Create tunnel from Windows machine into your Mac

For all of you front-end developers out there, this could be a rare but very good find. It saved me time when working on styling of a web application and I am sharing it with you here today.

How many times have you thought about seamlessly testing an application you run on the localhost under Windows’ most favorite browser – Internet Explorer? While many of you test by running virtual machine and pointing browser to the host Mac’s IP (e.g. 10.0.2.2) to load the page, sometimes the application running on the host does something (in my case SSO – Single Site Sign-on) that redirects you back precisely to localhost server name only. In addition, your front-end application might use REST endpoint running on the same machine under a different port.
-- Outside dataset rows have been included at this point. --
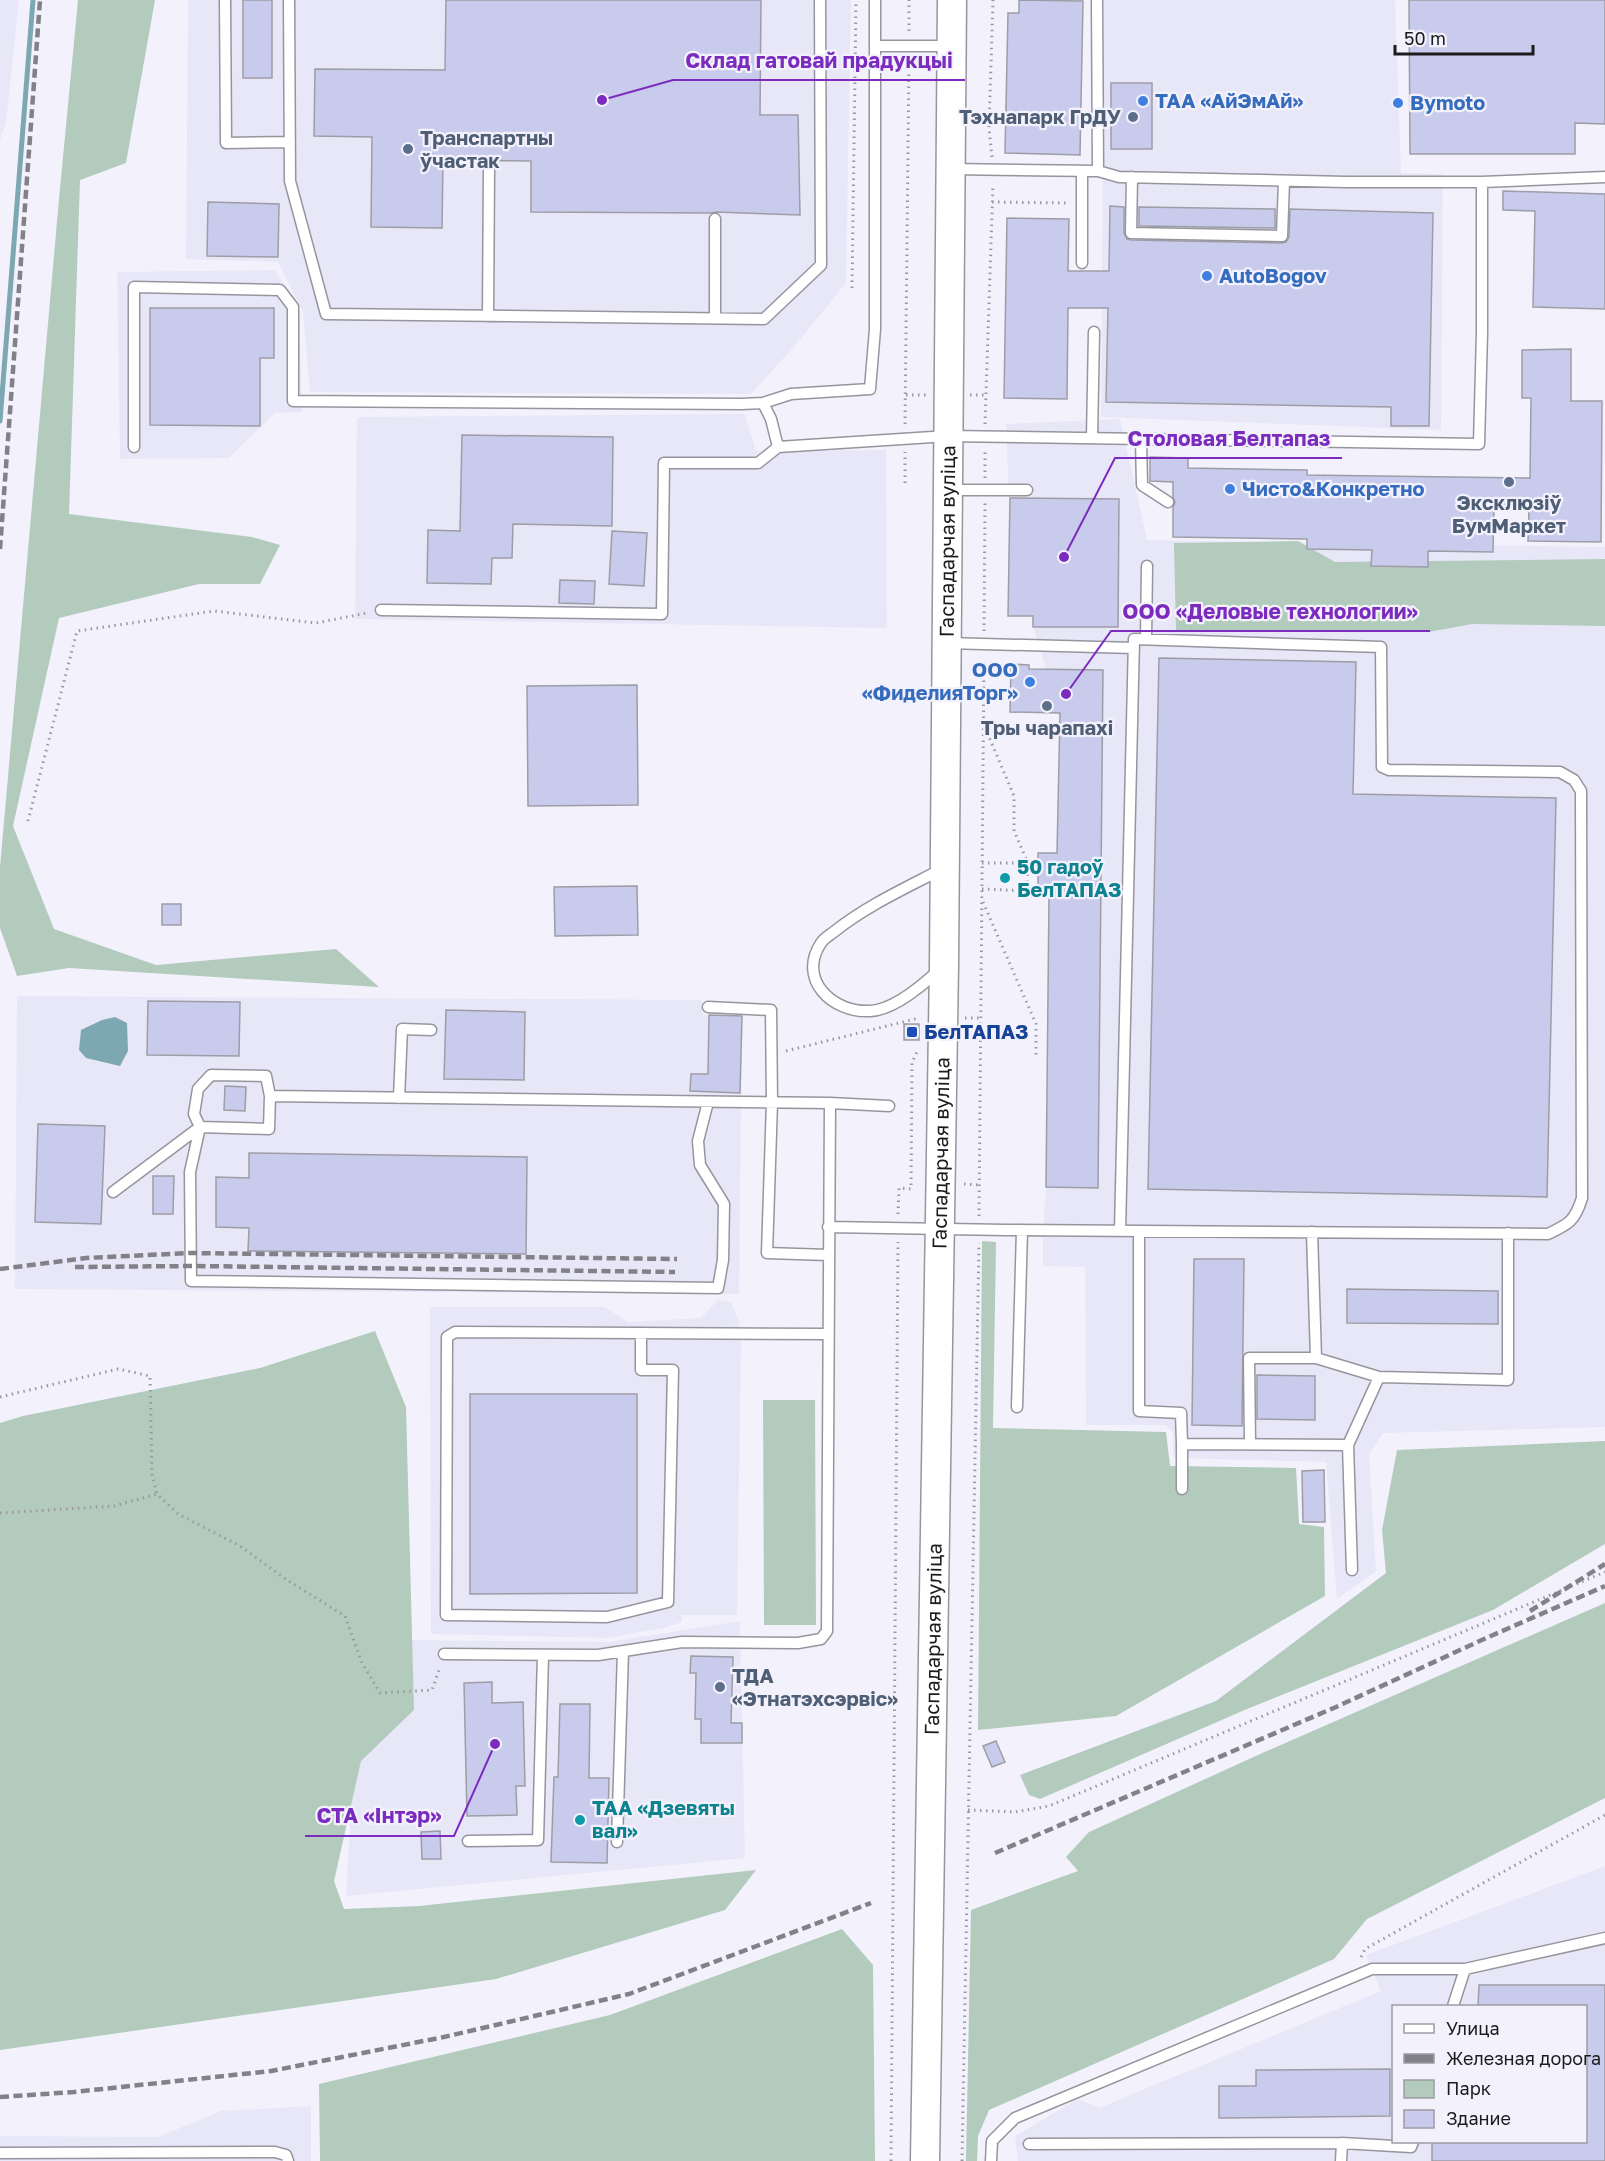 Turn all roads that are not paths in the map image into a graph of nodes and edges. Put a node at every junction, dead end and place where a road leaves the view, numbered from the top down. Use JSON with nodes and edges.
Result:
{"nodes":[{"id":1,"x":225,"y":0,"type":"edge"},
{"id":2,"x":289,"y":0,"type":"edge"},
{"id":3,"x":820,"y":0,"type":"edge"},
{"id":4,"x":875,"y":0,"type":"edge"},
{"id":5,"x":952,"y":0,"type":"edge"},
{"id":6,"x":1097,"y":0,"type":"edge"},
{"id":7,"x":875,"y":46,"type":"junction"},
{"id":8,"x":952,"y":46,"type":"junction"},
{"id":9,"x":290,"y":142,"type":"junction"},
{"id":10,"x":489,"y":169,"type":"dead end"},
{"id":11,"x":950,"y":169,"type":"junction"},
{"id":12,"x":1082,"y":171,"type":"junction"},
{"id":13,"x":1098,"y":171,"type":"junction"},
{"id":14,"x":1132,"y":177,"type":"junction"},
{"id":15,"x":1605,"y":177,"type":"edge"},
{"id":16,"x":1284,"y":181,"type":"junction"},
{"id":17,"x":1482,"y":182,"type":"junction"},
{"id":18,"x":715,"y":219,"type":"dead end"},
{"id":19,"x":1082,"y":263,"type":"dead end"},
{"id":20,"x":488,"y":316,"type":"junction"},
{"id":21,"x":715,"y":318,"type":"junction"},
{"id":22,"x":1094,"y":332,"type":"dead end"},
{"id":23,"x":763,"y":403,"type":"junction"},
{"id":24,"x":948,"y":436,"type":"junction"},
{"id":25,"x":1092,"y":438,"type":"junction"},
{"id":26,"x":1142,"y":439,"type":"junction"},
{"id":27,"x":134,"y":447,"type":"dead end"},
{"id":28,"x":778,"y":447,"type":"junction"},
{"id":29,"x":948,"y":490,"type":"junction"},
{"id":30,"x":1027,"y":490,"type":"dead end"},
{"id":31,"x":1168,"y":502,"type":"dead end"},
{"id":32,"x":1148,"y":566,"type":"dead end"},
{"id":33,"x":381,"y":610,"type":"road end"},
{"id":34,"x":1146,"y":639,"type":"junction"},
{"id":35,"x":947,"y":643,"type":"junction"},
{"id":36,"x":1134,"y":648,"type":"junction"},
{"id":37,"x":945,"y":867,"type":"junction"},
{"id":38,"x":944,"y":965,"type":"junction"},
{"id":39,"x":708,"y":1007,"type":"dead end"},
{"id":40,"x":431,"y":1030,"type":"dead end"},
{"id":41,"x":270,"y":1096,"type":"junction"},
{"id":42,"x":399,"y":1098,"type":"junction"},
{"id":43,"x":708,"y":1101,"type":"junction"},
{"id":44,"x":772,"y":1102,"type":"junction"},
{"id":45,"x":830,"y":1103,"type":"junction"},
{"id":46,"x":889,"y":1106,"type":"dead end"},
{"id":47,"x":200,"y":1127,"type":"junction"},
{"id":48,"x":112,"y":1192,"type":"dead end"},
{"id":49,"x":828,"y":1227,"type":"junction"},
{"id":50,"x":940,"y":1228,"type":"junction"},
{"id":51,"x":1022,"y":1230,"type":"junction"},
{"id":52,"x":1120,"y":1231,"type":"junction"},
{"id":53,"x":1139,"y":1231,"type":"junction"},
{"id":54,"x":1312,"y":1232,"type":"junction"},
{"id":55,"x":1508,"y":1233,"type":"junction"},
{"id":56,"x":828,"y":1255,"type":"junction"},
{"id":57,"x":641,"y":1333,"type":"junction"},
{"id":58,"x":828,"y":1335,"type":"junction"},
{"id":59,"x":1316,"y":1358,"type":"junction"},
{"id":60,"x":1379,"y":1377,"type":"junction"},
{"id":61,"x":1017,"y":1407,"type":"dead end"},
{"id":62,"x":1250,"y":1443,"type":"junction"},
{"id":63,"x":1182,"y":1444,"type":"junction"},
{"id":64,"x":1348,"y":1444,"type":"junction"},
{"id":65,"x":1182,"y":1489,"type":"dead end"},
{"id":66,"x":1352,"y":1570,"type":"dead end"},
{"id":67,"x":623,"y":1651,"type":"junction"},
{"id":68,"x":444,"y":1654,"type":"road end"},
{"id":69,"x":543,"y":1655,"type":"junction"},
{"id":70,"x":468,"y":1840,"type":"dead end"},
{"id":71,"x":617,"y":1842,"type":"dead end"},
{"id":72,"x":1605,"y":1938,"type":"edge"},
{"id":73,"x":1465,"y":1969,"type":"junction"},
{"id":74,"x":1454,"y":2005,"type":"edge"},
{"id":75,"x":1342,"y":2143,"type":"junction"},
{"id":76,"x":1413,"y":2143,"type":"edge"},
{"id":77,"x":1029,"y":2144,"type":"dead end"},
{"id":78,"x":0,"y":2153,"type":"edge"},
{"id":79,"x":288,"y":2161,"type":"edge"},
{"id":80,"x":925,"y":2161,"type":"edge"},
{"id":81,"x":992,"y":2161,"type":"edge"},
{"id":82,"x":1341,"y":2161,"type":"edge"}],
"edges":[{"from":1,"to":9,"type":"lane"},
{"from":2,"to":9,"type":"lane"},
{"from":3,"to":21,"type":"lane"},
{"from":4,"to":7,"type":"lane"},
{"from":5,"to":8,"type":"street","name":"Гаспадарчая вуліца"},
{"from":6,"to":13,"type":"lane"},
{"from":7,"to":8,"type":"lane"},
{"from":7,"to":23,"type":"lane"},
{"from":8,"to":11,"type":"street","name":"Гаспадарчая вуліца"},
{"from":9,"to":20,"type":"lane"},
{"from":10,"to":20,"type":"lane"},
{"from":11,"to":12,"type":"lane"},
{"from":11,"to":24,"type":"street","name":"Гаспадарчая вуліца"},
{"from":12,"to":13,"type":"lane"},
{"from":12,"to":19,"type":"lane"},
{"from":13,"to":14,"type":"lane"},
{"from":14,"to":16,"type":"lane"},
{"from":14,"to":16,"type":"lane"},
{"from":15,"to":17,"type":"lane"},
{"from":16,"to":17,"type":"lane"},
{"from":17,"to":26,"type":"lane"},
{"from":18,"to":21,"type":"lane"},
{"from":20,"to":21,"type":"lane"},
{"from":22,"to":25,"type":"lane"},
{"from":23,"to":27,"type":"lane"},
{"from":23,"to":28,"type":"lane"},
{"from":24,"to":25,"type":"lane"},
{"from":24,"to":28,"type":"lane"},
{"from":24,"to":29,"type":"street","name":"Гаспадарчая вуліца"},
{"from":25,"to":26,"type":"lane"},
{"from":26,"to":31,"type":"lane"},
{"from":28,"to":33,"type":"lane"},
{"from":29,"to":30,"type":"lane"},
{"from":29,"to":35,"type":"street","name":"Гаспадарчая вуліца"},
{"from":32,"to":34,"type":"lane"},
{"from":34,"to":36,"type":"lane"},
{"from":34,"to":55,"type":"lane"},
{"from":35,"to":36,"type":"lane"},
{"from":35,"to":37,"type":"street","name":"Гаспадарчая вуліца"},
{"from":36,"to":52,"type":"lane"},
{"from":37,"to":38,"type":"street","name":"Гаспадарчая вуліца"},
{"from":37,"to":38,"type":"lane"},
{"from":38,"to":50,"type":"street","name":"Гаспадарчая вуліца"},
{"from":39,"to":44,"type":"lane"},
{"from":40,"to":42,"type":"lane"},
{"from":41,"to":42,"type":"lane"},
{"from":41,"to":47,"type":"lane"},
{"from":41,"to":47,"type":"lane"},
{"from":42,"to":43,"type":"lane"},
{"from":43,"to":44,"type":"lane"},
{"from":43,"to":47,"type":"lane"},
{"from":44,"to":45,"type":"lane"},
{"from":44,"to":56,"type":"lane"},
{"from":45,"to":46,"type":"lane"},
{"from":45,"to":49,"type":"lane"},
{"from":47,"to":48,"type":"lane"},
{"from":49,"to":50,"type":"lane"},
{"from":49,"to":56,"type":"lane"},
{"from":50,"to":51,"type":"lane"},
{"from":50,"to":80,"type":"street","name":"Гаспадарчая вуліца"},
{"from":51,"to":52,"type":"lane"},
{"from":51,"to":61,"type":"lane"},
{"from":52,"to":53,"type":"lane"},
{"from":53,"to":54,"type":"lane"},
{"from":53,"to":63,"type":"lane"},
{"from":54,"to":55,"type":"lane"},
{"from":54,"to":59,"type":"lane"},
{"from":55,"to":60,"type":"lane"},
{"from":56,"to":58,"type":"lane"},
{"from":57,"to":57,"type":"lane"},
{"from":57,"to":58,"type":"lane"},
{"from":58,"to":67,"type":"lane"},
{"from":59,"to":60,"type":"lane"},
{"from":59,"to":62,"type":"lane"},
{"from":60,"to":64,"type":"lane"},
{"from":62,"to":63,"type":"lane"},
{"from":62,"to":64,"type":"lane"},
{"from":63,"to":65,"type":"lane"},
{"from":64,"to":66,"type":"lane"},
{"from":67,"to":69,"type":"lane"},
{"from":67,"to":71,"type":"lane"},
{"from":68,"to":69,"type":"lane"},
{"from":69,"to":70,"type":"lane"},
{"from":72,"to":73,"type":"lane"},
{"from":73,"to":74,"type":"lane"},
{"from":73,"to":81,"type":"lane"},
{"from":75,"to":76,"type":"lane"},
{"from":75,"to":77,"type":"lane"},
{"from":75,"to":82,"type":"lane"},
{"from":78,"to":79,"type":"lane"}]}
To address this, we are going to create a tunnel between Windows virtual machine and your host Mac, so that Internet Explorer would feel “integrated” into Mac OS.

In my case, I have two host machine ports I want to forward – 8080 (Java backend app is running there) and 9000 (Grunt is running my server on it), so I am going to open Windows Run prompt (make sure you “run it under Administrator”) and issue the following commands:

netsh interface portproxy add v4tov4 listenport=8080 listenaddress=10.0.2.15 connectport=8080 connectaddress=10.0.2.2

and

netsh interface portproxy add v4tov4 listenport=9000 listenaddress=10.0.2.15 connectport=9000 connectaddress=10.0.2.2

Note, 10.0.2.15 is the IP of Windows virtual machine (you can get it by running “ipconfig” command) and 10.0.2.2 is the Mac (host) gateway address. Now, if you open your Internet Explorer and go to http://localhost:9000 or http://localhost:8080 you will see your application responding just like it does on the Mac OS.

A few commands you might find handy:

netsh interface portproxy show all

to make sure, you did forwarding correctly and

netsh interface portproxy reset all

to bring things back to how they were.